Monday, Jul. 06, 1936
Ducks & Dragons
Scathing oratory seethed in the House of Commons last week as His Majesty's Government were fiercely attacked on their proposal to lift Sanctions by His Majesty's Loyal Opposition. The Chancellor of the Exchequer, frosty Mr. Neville Chamberlain, was hammered to the roots of his personal moral fibre by Opposition Leader Clement Attlee with savage, terrier-like insistence. After first saying that Benito Mussolini reminded him of "Scarface" Al Capone, Major Attlee shouted at the Chancellor of the Exchequer: "If Neville Chamberlain, instead of being mayor of Birmingham, had been mayor of Chicago, he would have altered the functions of the police to accommodate Al Capone!" According to Major Attlee, the new project of Chancellor Chamberlain to alter the functions of the League of Nations to accommodate Benito Mussolini (TIME, June 22) is even more dastardly.
"There was never any intention of stopping Mussolini!" was Opposition Leader Attlee's blanket charge against the National Government of Prime Minister Stanley Baldwin. "In the background was always the idea that Italy might be needed for an alliance against someone else. The result was that Sanctions never had a trial at all!"
Specifically Major Attlee took the Prime Minister to task for having blamed the failure of Sanctions on the U. S. when Mr. Baldwin fortnight ago said: "Now there has been a great deal said about oil. The plain reason why an oil sanction was not put in force was that enormous quantities of oil came from a country that isn't a member of the League of Nations and which we had no reason to believe would prohibit the exportation of oil. This country is the United States!"
These words of the Prime Minister, said Major Attlee, were "a thoroughly mean attack on the United States of America." Recalling that Stanley Baldwin was educated at swank Harrow School, the Major added as his parting shot: "It has been said that Waterloo was won on the playing field of Eton. Abyssinia was lost on the playing fields of Harrow!"
Old Harrovian Baldwin, knowing the Opposition to be impotent because the Government won Britain's last election on a platform of Eden idealism and has the victory safe in pocket, replied to Major Attlee: "Because I mentioned the question of oil from America, I have been accused of putting the blame on America. / put no blame at all on America."
Debate continued on the Government's announced intention to send Foreign Secretary Anthony Eden to Geneva to get Sanctions lifted. Snapped Labor's Sir Stafford Cripps: "He goes as the Government's decoy duck!" Against the abandonment of Sanctions His Majesty's Loyal Opposition further battled by presenting a motion to censure His Majesty's Government. Result: victory 384-to-170 for Stanley Baldwin.
Next day Wartime Prime Minister David Lloyd George roused a Derbyshire audience by roaring: "I have seen the white feather embroidered across the Union Jack!

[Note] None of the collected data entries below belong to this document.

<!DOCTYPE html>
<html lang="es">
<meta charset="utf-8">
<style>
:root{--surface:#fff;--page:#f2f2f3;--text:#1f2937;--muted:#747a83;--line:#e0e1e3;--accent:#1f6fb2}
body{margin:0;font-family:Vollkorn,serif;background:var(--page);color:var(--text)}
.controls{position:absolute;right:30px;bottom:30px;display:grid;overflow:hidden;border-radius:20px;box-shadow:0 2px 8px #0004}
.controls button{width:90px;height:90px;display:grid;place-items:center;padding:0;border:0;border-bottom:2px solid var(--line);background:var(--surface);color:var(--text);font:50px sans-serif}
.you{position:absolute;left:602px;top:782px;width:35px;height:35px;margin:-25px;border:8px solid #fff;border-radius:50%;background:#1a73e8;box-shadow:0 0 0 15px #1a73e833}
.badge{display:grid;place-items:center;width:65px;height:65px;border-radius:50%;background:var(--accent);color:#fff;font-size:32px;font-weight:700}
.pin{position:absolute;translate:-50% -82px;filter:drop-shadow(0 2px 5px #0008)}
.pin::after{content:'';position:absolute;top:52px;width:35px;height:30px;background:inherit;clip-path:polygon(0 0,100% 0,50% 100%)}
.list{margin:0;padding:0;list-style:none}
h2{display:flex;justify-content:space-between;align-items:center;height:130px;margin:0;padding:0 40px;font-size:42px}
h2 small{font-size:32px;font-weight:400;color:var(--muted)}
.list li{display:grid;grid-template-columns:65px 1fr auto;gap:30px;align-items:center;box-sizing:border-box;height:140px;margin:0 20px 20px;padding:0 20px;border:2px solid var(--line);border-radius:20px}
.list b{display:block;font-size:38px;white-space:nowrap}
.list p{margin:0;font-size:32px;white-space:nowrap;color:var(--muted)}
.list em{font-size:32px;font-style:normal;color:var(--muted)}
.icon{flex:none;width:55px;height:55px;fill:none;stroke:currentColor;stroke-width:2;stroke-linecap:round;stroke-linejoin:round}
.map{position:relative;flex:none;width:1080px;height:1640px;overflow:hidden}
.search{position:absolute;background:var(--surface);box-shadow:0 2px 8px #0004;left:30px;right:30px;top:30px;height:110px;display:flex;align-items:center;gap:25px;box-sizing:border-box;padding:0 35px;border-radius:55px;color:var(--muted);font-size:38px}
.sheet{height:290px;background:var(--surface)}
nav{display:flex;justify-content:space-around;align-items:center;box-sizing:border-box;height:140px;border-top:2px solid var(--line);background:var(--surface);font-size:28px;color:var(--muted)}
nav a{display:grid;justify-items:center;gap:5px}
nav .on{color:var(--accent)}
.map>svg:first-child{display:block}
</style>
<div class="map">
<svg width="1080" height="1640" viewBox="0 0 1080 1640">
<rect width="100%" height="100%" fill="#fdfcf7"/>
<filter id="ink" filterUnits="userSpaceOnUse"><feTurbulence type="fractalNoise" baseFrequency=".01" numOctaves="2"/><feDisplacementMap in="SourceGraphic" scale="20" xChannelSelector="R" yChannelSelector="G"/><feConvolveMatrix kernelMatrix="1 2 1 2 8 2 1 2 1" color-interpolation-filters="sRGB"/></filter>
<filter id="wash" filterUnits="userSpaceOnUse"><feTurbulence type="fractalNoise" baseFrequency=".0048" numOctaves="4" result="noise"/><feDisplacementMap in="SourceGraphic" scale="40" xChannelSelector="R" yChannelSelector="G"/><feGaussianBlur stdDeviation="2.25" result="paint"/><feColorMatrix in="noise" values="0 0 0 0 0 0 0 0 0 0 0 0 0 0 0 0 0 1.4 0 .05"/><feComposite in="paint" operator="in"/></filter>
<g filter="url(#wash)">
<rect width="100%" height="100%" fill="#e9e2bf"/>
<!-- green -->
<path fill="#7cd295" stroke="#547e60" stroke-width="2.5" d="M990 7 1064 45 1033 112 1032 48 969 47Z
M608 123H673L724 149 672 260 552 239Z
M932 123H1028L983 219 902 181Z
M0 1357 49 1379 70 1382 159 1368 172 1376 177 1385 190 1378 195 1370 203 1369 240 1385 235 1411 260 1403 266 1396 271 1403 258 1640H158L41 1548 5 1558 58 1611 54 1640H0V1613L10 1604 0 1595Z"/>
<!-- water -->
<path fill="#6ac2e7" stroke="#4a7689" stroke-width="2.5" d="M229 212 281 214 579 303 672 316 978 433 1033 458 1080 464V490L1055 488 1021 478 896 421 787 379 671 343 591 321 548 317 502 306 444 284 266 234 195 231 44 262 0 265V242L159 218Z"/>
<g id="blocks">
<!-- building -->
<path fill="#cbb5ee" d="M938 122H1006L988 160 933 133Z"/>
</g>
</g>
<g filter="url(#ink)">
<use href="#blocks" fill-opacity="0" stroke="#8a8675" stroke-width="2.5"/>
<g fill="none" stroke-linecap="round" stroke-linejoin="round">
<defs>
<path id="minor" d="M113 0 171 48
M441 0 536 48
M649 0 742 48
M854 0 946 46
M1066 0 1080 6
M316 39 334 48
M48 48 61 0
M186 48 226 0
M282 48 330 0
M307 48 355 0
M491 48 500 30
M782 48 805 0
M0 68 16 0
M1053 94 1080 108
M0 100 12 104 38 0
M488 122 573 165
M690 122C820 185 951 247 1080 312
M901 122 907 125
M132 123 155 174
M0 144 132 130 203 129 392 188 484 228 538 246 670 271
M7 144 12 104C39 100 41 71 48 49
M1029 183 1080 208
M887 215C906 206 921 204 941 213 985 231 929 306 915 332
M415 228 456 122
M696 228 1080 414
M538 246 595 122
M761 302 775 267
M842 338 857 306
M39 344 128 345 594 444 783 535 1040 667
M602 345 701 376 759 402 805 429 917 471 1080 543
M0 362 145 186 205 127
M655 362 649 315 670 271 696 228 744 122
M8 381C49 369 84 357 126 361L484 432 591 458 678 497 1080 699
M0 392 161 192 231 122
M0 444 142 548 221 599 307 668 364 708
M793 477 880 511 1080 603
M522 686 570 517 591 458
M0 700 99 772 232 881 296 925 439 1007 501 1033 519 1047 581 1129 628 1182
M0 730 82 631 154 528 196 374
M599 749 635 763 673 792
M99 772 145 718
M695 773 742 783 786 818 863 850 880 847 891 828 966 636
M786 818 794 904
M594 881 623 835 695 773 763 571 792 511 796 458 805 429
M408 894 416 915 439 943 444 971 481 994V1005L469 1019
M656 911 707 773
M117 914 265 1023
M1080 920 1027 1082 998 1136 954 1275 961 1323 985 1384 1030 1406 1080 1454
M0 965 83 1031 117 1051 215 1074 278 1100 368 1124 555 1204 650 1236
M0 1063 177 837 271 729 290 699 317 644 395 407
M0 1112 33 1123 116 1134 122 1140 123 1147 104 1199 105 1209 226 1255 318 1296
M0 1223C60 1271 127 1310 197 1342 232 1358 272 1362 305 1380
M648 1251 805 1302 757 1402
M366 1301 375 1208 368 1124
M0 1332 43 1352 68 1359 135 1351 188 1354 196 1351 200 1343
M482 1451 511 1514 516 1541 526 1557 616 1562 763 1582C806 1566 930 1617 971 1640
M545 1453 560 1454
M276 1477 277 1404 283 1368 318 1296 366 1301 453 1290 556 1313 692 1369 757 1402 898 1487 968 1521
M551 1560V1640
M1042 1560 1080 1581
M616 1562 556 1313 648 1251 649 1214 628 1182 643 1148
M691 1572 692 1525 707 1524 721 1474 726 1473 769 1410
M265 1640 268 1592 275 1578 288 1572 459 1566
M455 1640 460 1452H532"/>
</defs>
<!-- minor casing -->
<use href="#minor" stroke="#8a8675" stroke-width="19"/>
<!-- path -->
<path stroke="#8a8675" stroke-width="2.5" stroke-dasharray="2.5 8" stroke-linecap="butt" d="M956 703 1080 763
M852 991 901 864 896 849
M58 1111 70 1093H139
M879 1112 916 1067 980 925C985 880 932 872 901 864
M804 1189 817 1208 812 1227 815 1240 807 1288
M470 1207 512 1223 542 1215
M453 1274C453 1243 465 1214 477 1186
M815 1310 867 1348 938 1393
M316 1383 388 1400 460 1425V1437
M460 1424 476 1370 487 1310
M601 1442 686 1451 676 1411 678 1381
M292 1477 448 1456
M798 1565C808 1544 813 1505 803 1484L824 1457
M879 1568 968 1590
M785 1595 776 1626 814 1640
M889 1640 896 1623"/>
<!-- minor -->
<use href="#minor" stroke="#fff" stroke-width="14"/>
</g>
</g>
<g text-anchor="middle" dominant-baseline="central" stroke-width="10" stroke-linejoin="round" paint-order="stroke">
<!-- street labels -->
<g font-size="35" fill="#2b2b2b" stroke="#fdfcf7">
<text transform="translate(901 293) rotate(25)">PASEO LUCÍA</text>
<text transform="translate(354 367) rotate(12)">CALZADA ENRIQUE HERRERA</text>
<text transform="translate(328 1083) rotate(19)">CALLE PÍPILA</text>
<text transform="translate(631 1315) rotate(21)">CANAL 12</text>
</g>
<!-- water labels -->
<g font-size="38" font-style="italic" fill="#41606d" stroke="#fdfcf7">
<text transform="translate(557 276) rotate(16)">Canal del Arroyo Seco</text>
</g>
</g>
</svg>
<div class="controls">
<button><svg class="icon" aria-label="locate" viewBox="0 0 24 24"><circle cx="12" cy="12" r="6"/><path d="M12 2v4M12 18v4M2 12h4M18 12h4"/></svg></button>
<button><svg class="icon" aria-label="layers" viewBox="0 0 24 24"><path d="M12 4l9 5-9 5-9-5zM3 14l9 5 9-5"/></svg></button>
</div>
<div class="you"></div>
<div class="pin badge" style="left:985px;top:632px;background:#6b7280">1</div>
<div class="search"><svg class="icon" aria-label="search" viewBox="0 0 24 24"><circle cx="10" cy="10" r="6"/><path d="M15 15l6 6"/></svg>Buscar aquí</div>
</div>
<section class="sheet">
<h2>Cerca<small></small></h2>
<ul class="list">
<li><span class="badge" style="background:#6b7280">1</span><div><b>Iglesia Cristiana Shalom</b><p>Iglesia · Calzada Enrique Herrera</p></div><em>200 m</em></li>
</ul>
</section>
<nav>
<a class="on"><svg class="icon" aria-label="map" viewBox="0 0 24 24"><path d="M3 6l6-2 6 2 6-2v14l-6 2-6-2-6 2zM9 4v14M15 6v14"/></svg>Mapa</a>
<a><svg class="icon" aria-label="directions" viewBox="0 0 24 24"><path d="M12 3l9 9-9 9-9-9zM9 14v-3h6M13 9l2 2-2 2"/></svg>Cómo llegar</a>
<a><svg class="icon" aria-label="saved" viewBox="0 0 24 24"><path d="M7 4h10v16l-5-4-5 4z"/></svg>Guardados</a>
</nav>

I am one of many millions in this land who are humiliated by the spectacle."
Showing his feather, Home Secretary Sir John Simon said: "I declare myself unwilling to see a single ship sunk, even in a successful battle, in the cause of Ethiopia."
Oxford gave handsome "Tony" Eden an honorary degree day before he left for Geneva, and Oxford's suave sponsor presented the Foreign Secretary thus: "His aim is to lead the nations to a paradise of peace. Like a second Hercules, he has wrestled with lions and dragons."